Re: Feedback Required on CSS 2.1 & CSS 3.0 Issues in Indian Languages from John Hudson on 2013-07-11 (public-i18n-indic@w3.org from July to September 2013)

From: John Hudson <tiro@tiro.com>
Date: Wed, 10 Jul 2013 17:27:48 -0700
CC: public-i18n-indic@w3.org, Andrew Glass <Andrew.Glass@microsoft.com>
Message-ID: <51DDFC04.3010001@tiro.com>

On 10/07/13 5:03 PM, Andrew Cunningham wrote:

> At the moment I'm slowly gathering information on various aspects of web
> typography and typesetting with Myanmar script, including how it should
> work, and existing workarounds ... I'll be in Myanmar in November and
> hope to progress it much further by then.

> But will compile some information on S'gaw versus Burmese syllables over
> next couple of days.

That would be very helpful. I'm cc'ing Andrew Glass, with whom I worked 
on the Myanmar Text font for Microsoft. This shipped with Windows 8, 
along with Burmese script support, and MS have published their Myanmar 
font and layout spec:
http://www.microsoft.com/typography/OpenTypeDev/myanmar/intro.htm

The 'Shaping Engine' section provides a good overview of the kind of 
analysis performed to identify orthographic syllables (what the text 
refers to as 'syllable clusters').

[Subscribers to this list who are more strictly focused on Indic scripts 
might want to refer to the Devanagari or individual script specs 
available here:
http://www.microsoft.com/typography/SpecificationsOverview.mspx ]

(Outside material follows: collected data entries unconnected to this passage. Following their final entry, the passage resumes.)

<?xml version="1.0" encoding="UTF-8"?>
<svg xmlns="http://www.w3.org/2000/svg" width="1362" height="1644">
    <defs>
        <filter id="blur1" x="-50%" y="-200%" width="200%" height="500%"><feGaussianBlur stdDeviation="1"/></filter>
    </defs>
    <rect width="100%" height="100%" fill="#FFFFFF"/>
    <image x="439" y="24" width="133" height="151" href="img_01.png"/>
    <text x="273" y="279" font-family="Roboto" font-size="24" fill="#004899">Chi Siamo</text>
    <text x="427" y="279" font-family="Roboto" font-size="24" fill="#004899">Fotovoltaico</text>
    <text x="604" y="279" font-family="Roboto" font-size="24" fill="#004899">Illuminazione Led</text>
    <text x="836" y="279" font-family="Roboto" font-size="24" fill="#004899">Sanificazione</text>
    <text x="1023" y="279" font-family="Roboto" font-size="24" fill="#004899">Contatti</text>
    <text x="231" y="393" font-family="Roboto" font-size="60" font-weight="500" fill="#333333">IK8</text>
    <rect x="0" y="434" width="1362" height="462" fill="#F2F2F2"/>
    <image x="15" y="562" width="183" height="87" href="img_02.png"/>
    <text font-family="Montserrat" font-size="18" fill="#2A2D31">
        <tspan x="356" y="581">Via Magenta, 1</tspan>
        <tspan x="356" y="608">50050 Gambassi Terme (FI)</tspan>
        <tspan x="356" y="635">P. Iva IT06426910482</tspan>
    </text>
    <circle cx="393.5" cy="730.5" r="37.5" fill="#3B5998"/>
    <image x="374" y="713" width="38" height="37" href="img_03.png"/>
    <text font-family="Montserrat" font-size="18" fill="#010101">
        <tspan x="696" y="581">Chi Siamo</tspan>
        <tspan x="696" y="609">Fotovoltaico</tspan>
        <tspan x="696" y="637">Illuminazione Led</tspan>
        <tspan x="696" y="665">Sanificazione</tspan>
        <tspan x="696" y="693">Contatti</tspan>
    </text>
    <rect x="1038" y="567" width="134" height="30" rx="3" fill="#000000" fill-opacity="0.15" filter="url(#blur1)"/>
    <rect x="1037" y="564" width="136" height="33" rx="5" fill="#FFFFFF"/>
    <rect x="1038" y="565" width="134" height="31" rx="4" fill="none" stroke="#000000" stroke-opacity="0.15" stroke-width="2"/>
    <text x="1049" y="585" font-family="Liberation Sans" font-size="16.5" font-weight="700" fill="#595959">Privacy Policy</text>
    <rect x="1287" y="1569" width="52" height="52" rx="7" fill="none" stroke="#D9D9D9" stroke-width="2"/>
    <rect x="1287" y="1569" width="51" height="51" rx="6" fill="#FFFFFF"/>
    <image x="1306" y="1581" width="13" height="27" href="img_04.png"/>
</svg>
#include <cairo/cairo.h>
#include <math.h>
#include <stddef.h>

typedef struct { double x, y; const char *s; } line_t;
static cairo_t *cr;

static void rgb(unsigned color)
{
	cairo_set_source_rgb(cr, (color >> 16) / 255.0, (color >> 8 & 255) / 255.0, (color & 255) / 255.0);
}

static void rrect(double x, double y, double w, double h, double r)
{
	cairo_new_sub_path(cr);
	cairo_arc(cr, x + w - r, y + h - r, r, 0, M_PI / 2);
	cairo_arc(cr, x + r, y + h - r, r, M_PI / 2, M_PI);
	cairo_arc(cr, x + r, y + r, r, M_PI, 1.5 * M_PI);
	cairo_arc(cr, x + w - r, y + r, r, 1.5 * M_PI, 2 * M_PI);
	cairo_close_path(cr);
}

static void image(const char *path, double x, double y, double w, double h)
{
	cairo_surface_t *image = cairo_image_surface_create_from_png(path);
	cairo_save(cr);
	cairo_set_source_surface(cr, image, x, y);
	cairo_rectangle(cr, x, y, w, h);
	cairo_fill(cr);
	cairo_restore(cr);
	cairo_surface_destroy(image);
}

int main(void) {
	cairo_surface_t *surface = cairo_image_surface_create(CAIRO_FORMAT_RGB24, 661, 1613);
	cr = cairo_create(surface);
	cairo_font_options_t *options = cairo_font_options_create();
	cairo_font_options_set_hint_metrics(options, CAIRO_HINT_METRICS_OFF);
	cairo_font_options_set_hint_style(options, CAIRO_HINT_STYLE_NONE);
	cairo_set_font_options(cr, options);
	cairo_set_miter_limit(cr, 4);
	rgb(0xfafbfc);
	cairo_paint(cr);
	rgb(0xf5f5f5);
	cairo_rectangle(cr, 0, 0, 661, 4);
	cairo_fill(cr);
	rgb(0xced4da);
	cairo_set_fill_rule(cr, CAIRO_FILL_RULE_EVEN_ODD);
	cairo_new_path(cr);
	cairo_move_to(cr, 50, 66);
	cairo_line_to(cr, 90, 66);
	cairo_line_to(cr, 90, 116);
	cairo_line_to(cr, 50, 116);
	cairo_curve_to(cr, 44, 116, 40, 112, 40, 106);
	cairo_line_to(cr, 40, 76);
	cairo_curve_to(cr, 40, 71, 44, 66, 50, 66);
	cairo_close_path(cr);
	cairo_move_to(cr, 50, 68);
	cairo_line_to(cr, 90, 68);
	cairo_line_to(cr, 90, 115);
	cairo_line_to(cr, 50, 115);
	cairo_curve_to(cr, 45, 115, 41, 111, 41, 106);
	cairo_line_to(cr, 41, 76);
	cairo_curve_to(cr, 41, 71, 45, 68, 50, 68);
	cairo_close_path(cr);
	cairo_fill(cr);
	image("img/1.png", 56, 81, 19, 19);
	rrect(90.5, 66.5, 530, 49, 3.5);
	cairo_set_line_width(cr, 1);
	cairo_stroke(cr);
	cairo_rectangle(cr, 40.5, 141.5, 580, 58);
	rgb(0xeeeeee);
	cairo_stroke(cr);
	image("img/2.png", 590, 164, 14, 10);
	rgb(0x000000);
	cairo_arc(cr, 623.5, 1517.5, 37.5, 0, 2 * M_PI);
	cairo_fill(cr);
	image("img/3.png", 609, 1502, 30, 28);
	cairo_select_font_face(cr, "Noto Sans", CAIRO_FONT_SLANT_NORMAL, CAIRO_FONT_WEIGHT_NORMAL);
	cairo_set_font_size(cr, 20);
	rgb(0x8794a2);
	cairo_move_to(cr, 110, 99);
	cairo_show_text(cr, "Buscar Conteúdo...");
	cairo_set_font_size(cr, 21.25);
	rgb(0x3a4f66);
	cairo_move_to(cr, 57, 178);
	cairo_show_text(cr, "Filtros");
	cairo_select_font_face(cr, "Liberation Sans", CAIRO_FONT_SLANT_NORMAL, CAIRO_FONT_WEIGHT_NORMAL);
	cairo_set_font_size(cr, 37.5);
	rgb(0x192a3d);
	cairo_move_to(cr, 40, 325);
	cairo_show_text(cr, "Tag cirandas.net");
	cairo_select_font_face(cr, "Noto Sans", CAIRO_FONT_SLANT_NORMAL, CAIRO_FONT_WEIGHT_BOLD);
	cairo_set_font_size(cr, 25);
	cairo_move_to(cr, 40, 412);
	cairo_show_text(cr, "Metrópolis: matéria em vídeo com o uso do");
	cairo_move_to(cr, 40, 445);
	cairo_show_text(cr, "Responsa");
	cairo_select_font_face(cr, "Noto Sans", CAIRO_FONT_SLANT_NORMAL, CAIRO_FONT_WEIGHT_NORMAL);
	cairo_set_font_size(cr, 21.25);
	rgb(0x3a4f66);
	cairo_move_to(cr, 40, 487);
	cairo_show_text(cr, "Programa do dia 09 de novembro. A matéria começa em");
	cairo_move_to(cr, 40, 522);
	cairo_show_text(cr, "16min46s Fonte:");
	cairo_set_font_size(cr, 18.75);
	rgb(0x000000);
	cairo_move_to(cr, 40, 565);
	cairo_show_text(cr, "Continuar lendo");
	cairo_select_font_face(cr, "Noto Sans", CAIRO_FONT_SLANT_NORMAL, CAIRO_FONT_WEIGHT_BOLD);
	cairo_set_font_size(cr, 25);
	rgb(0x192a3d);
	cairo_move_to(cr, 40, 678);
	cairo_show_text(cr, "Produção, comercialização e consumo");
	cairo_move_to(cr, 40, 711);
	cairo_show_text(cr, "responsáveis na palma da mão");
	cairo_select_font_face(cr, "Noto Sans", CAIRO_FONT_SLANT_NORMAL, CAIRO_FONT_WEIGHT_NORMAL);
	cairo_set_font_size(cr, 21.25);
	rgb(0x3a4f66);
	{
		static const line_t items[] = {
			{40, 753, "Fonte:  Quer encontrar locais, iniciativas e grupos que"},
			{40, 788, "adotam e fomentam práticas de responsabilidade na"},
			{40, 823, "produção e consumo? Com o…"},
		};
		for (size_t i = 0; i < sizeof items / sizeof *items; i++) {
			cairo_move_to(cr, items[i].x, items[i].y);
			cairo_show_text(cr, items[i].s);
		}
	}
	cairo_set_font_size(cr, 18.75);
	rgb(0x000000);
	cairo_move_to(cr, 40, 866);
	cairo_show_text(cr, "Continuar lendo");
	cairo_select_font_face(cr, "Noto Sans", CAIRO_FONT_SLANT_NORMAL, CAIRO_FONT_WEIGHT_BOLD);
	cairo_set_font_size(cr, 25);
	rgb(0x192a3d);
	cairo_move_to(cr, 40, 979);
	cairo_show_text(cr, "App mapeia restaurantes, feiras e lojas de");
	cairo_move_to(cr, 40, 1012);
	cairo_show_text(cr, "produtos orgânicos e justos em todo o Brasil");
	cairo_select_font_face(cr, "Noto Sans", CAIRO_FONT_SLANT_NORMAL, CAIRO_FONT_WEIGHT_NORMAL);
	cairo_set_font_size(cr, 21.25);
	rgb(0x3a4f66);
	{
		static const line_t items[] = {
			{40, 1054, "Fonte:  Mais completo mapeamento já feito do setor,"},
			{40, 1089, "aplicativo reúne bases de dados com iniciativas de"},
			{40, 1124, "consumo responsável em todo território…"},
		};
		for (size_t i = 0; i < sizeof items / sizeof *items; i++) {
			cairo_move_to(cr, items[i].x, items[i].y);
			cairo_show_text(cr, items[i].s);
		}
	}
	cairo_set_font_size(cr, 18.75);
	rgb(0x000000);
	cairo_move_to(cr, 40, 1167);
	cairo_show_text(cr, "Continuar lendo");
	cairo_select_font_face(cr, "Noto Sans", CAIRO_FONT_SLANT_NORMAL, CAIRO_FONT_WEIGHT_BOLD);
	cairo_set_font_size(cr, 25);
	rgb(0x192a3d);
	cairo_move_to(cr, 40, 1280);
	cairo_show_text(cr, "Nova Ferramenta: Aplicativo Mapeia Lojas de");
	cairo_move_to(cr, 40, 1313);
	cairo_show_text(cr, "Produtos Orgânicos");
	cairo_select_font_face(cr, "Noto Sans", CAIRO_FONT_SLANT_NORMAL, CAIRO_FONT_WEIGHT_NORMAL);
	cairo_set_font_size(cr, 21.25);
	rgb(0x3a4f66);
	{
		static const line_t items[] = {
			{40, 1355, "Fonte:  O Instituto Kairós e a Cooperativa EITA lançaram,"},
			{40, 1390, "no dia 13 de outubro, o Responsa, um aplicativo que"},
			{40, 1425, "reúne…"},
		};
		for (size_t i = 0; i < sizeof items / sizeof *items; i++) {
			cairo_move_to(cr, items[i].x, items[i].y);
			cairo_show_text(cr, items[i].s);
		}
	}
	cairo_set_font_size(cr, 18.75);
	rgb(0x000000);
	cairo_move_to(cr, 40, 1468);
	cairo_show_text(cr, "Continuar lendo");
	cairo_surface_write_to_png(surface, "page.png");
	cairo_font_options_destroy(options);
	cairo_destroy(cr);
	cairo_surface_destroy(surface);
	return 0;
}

In the Myanmar case, the layout engine cluster rules allow for massive 
complexity, beyond what actually occurs in normal writing. That is, the 
cluster model describes everything that can happen in the script to form 
a valid cluster, only parts of which occur in natural language clusters. 
How this model of orthographic syllable analysis adapts to something 
like CSS 'first-letter' selectors isn't immediately clear to me, but 
conceptually it seems quite close: if you can accurately identify 
individual orthographic syllables for glyph processing, then you can 
identify them for other kinds of display considerations (separate 
colouring, scaling, annotation, etc.).

There is, by the way, at least one open source OpenType text shaping 
engine, Harfbuzz, which implements Indic shaping.*
http://www.freedesktop.org/wiki/Software/HarfBuzz/

It seems likely that the syllable cluster analysis code in Harfbuzz 
would provide a model for improved CSS selector behaviour for Indic scripts.

JH

*In some respects more successfully than Microsoft and Adobe's engines, 
in my opinion. I have recently tested a Harfbuzz build that addresses 
the issues raised in this white paper:
http://www.tiro.com/John/Problems_for_Indic_Typography.pdf

Received on Thursday, 11 July 2013 00:28:23 UTC